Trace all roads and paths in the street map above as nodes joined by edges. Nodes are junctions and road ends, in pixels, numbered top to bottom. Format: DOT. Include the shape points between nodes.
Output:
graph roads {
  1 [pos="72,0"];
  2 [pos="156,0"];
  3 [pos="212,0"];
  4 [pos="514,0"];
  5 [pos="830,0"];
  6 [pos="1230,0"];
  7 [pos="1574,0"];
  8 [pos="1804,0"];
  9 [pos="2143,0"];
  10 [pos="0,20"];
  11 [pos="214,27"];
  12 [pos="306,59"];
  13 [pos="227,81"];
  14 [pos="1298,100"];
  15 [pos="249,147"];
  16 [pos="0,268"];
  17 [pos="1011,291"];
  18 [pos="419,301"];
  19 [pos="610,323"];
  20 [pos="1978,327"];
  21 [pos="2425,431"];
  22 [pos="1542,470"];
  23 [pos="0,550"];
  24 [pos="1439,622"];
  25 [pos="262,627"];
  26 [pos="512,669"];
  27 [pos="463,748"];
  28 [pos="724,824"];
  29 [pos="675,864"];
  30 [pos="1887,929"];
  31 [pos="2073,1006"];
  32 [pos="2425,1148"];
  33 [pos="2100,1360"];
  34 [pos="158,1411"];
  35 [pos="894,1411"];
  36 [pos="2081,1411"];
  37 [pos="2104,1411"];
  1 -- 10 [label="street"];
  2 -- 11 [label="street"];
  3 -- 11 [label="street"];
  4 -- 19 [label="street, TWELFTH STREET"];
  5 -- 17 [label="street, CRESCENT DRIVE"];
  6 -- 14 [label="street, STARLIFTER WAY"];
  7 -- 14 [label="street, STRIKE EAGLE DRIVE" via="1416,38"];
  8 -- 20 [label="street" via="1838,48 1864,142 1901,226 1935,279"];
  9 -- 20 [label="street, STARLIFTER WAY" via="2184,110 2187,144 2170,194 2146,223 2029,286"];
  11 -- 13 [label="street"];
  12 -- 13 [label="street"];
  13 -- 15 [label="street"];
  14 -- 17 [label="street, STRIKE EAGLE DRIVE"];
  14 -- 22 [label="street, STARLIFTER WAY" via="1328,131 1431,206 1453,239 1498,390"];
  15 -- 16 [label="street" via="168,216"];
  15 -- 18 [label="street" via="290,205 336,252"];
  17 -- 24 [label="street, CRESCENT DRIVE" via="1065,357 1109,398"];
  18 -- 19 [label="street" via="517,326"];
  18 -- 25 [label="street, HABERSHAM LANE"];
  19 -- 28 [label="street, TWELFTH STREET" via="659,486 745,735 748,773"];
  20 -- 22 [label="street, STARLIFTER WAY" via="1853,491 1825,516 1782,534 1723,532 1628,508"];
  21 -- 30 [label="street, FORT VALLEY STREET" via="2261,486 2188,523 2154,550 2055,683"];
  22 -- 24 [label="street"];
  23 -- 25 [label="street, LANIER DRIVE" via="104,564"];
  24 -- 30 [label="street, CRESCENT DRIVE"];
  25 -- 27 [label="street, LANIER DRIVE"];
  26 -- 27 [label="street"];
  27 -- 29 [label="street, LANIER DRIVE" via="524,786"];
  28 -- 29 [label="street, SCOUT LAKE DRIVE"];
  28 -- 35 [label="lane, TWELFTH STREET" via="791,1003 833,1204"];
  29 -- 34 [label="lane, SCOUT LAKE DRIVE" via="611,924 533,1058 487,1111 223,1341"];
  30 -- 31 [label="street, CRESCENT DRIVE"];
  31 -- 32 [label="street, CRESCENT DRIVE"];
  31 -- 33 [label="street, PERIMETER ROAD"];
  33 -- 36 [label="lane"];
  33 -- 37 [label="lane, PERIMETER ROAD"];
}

**Try it**
Return only the number of lines above that include "STRIKE".

**Your response**
2